Return all lines below containing the word "Petrilli".

Records for processing:
____
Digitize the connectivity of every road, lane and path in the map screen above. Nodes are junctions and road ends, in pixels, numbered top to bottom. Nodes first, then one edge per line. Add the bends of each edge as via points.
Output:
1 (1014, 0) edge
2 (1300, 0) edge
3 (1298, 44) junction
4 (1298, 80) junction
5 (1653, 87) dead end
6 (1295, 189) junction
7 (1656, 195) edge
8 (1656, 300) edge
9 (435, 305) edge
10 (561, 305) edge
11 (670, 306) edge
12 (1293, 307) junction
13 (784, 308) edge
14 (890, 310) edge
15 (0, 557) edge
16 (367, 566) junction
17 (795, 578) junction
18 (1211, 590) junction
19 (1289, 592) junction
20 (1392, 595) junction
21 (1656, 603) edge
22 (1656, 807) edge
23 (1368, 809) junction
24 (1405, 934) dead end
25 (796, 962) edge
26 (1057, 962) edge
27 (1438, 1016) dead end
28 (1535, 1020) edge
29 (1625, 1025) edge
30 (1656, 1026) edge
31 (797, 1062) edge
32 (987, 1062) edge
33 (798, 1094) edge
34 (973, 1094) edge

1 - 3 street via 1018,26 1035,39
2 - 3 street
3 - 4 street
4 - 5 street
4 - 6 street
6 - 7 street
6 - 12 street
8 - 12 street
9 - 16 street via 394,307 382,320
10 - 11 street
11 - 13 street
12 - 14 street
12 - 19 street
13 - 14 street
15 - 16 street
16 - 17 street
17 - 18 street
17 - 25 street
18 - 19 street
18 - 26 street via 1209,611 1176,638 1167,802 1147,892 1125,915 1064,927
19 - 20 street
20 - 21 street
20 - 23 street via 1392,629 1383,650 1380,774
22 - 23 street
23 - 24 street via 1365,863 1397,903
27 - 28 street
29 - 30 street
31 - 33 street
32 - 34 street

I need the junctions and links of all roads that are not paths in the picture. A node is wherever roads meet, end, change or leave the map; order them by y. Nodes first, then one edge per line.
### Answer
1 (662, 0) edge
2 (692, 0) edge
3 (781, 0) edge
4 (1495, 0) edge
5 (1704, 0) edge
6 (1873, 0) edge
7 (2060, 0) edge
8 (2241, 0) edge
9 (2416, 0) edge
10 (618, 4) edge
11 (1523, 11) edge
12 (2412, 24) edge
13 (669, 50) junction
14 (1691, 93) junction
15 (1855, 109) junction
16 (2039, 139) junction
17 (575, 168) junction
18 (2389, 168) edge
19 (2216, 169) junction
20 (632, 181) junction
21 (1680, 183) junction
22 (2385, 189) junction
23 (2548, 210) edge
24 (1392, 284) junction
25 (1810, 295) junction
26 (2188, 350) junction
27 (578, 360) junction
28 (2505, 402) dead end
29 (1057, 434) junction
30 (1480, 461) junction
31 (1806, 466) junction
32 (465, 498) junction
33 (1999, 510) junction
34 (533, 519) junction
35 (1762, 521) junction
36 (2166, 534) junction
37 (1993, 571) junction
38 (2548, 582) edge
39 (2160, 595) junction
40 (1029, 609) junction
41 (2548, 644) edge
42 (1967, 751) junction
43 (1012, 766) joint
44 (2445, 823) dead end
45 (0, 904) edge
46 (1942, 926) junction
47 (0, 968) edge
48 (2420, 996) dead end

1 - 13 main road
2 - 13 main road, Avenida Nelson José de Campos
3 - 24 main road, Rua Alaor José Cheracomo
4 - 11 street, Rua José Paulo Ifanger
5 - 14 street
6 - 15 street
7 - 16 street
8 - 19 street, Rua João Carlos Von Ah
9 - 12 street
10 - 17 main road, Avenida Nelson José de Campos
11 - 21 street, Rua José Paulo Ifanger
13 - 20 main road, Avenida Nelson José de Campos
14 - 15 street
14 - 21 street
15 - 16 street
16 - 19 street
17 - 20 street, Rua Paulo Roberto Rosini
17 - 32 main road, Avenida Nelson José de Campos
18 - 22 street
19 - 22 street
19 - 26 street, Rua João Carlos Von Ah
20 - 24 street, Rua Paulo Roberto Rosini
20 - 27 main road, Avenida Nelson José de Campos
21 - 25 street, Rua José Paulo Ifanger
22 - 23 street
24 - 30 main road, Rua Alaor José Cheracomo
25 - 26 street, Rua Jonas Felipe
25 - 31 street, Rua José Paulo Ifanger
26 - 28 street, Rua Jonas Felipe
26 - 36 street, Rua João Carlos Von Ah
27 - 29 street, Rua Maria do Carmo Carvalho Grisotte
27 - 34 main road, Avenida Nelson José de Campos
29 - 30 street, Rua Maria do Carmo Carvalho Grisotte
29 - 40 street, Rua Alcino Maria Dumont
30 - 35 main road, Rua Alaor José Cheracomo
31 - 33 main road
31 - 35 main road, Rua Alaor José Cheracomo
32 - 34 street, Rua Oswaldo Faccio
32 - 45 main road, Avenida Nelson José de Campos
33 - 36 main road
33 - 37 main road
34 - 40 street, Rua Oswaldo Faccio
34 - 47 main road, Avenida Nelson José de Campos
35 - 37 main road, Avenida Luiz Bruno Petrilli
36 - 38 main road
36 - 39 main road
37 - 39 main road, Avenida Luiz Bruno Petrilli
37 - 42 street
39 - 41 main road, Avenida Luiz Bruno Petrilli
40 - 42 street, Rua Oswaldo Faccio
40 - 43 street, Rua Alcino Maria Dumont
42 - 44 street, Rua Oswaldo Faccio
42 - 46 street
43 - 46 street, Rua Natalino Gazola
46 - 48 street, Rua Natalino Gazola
____
Written answer:
35 - 37 main road, Avenida Luiz Bruno Petrilli
37 - 39 main road, Avenida Luiz Bruno Petrilli
39 - 41 main road, Avenida Luiz Bruno Petrilli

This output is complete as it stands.